▶ [WHAT TO DO]
Return a copy of every line in the data below that contains "PALM".

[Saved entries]
————

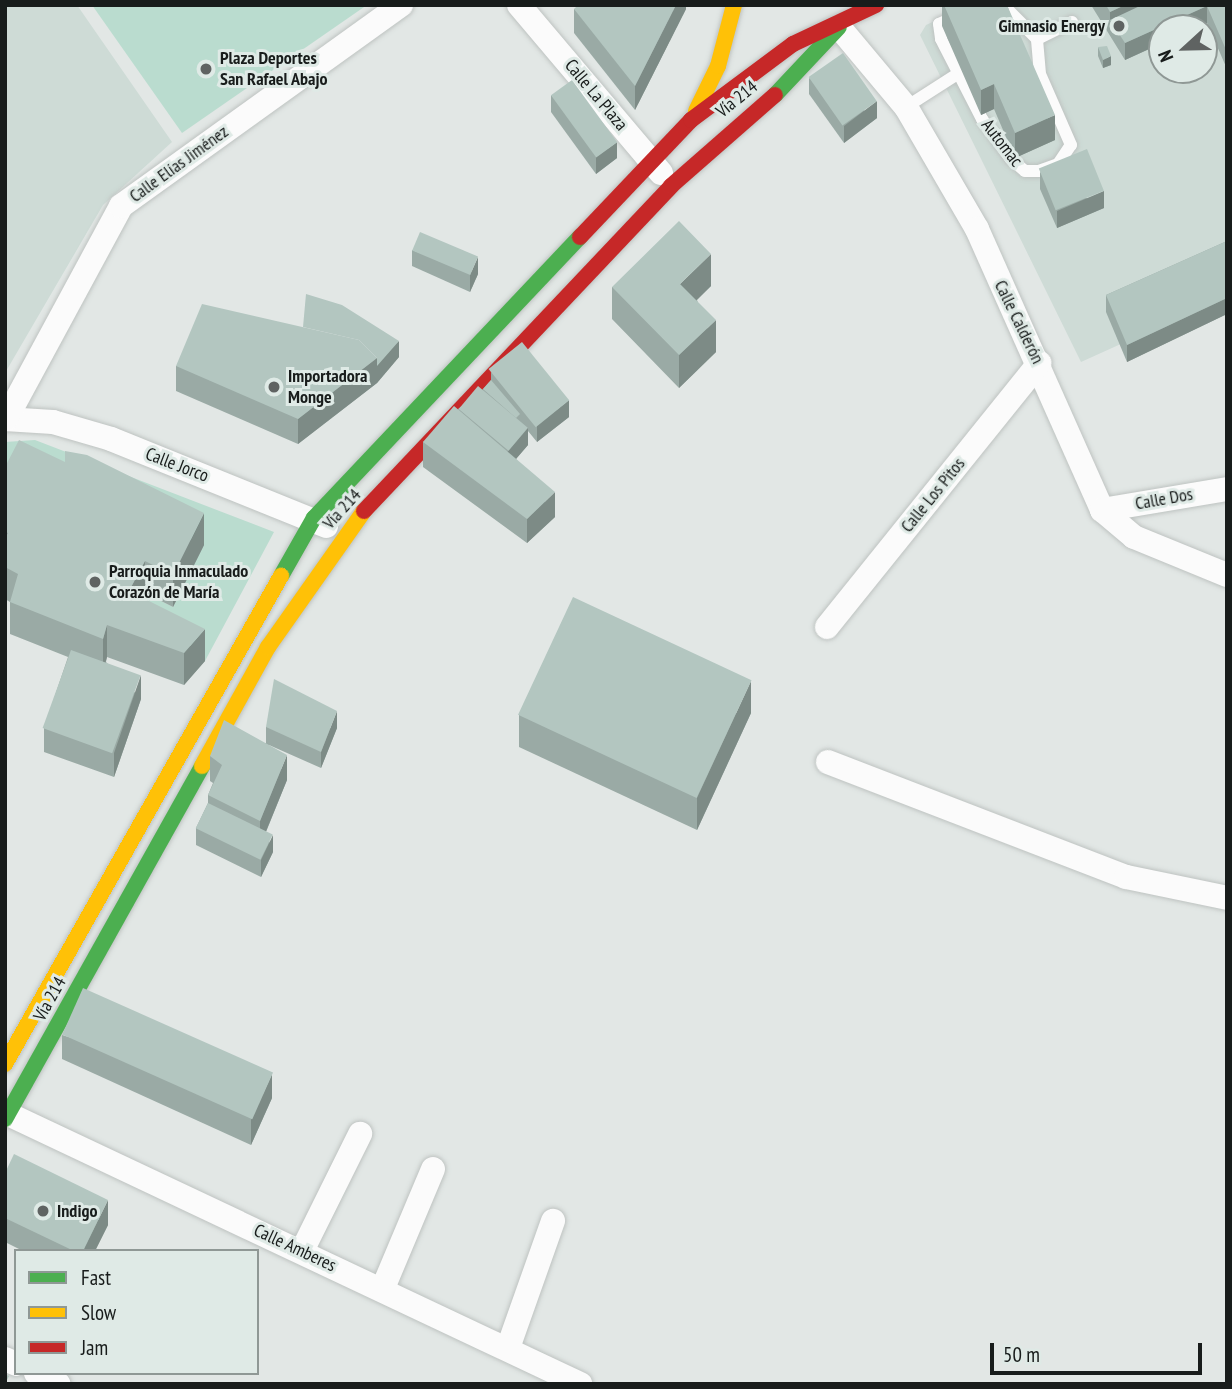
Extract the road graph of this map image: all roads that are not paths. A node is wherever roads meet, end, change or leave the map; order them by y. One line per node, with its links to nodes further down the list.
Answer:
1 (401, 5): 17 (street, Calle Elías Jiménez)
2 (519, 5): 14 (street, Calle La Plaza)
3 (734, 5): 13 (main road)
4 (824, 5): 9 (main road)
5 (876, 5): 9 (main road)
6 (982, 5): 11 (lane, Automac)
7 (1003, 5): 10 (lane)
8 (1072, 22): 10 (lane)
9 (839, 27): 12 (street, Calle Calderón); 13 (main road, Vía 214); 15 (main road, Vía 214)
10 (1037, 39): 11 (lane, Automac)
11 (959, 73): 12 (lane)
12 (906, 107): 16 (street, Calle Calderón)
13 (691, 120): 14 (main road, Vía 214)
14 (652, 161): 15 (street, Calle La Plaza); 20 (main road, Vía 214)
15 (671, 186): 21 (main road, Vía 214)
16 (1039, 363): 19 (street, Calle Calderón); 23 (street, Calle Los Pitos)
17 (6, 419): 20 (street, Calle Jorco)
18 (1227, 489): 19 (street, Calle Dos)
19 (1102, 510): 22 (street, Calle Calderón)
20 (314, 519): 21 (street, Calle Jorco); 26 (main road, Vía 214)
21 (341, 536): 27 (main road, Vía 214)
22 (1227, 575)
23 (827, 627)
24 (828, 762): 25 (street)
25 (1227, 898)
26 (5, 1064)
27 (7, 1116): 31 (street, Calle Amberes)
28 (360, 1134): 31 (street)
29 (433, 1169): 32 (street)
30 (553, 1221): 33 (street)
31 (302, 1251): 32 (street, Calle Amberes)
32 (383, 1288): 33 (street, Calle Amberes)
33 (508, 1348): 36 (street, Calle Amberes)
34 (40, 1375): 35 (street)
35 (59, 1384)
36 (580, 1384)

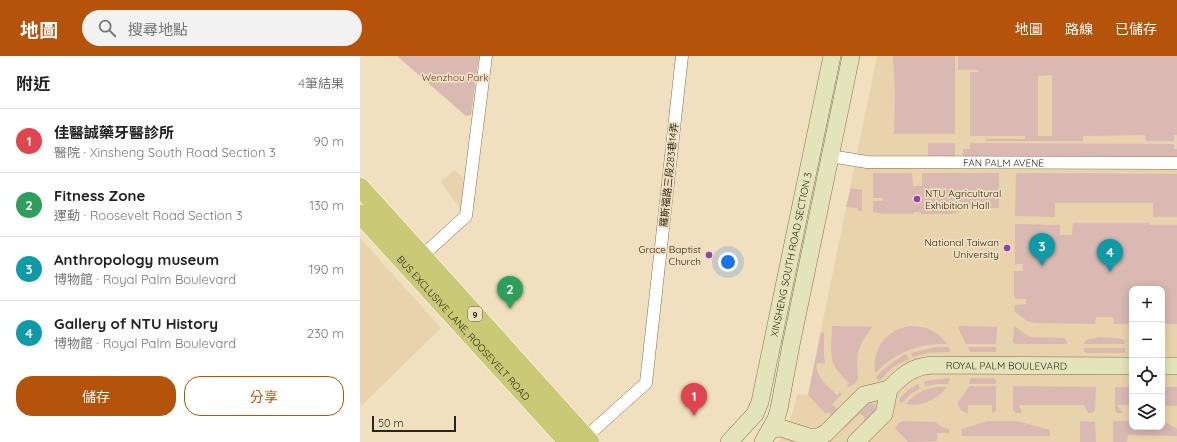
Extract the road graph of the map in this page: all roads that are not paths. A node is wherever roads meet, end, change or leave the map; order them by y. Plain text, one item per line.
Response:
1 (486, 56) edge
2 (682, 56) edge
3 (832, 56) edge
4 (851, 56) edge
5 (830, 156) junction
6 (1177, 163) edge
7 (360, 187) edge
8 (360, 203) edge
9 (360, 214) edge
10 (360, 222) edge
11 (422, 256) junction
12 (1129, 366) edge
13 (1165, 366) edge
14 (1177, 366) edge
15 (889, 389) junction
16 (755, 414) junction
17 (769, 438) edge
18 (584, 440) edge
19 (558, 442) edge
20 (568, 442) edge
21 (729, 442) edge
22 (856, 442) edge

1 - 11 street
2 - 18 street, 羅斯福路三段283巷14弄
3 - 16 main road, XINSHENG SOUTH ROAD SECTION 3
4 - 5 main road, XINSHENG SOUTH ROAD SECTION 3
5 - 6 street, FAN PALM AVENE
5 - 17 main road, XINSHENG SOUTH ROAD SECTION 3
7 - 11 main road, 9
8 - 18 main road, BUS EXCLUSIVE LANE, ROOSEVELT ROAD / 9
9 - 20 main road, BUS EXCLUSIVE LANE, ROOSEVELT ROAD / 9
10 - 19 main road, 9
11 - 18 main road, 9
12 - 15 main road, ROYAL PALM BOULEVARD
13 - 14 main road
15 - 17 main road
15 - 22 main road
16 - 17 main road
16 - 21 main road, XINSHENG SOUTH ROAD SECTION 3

————

▶ [SOLUTION]
5 - 6 street, FAN PALM AVENE
12 - 15 main road, ROYAL PALM BOULEVARD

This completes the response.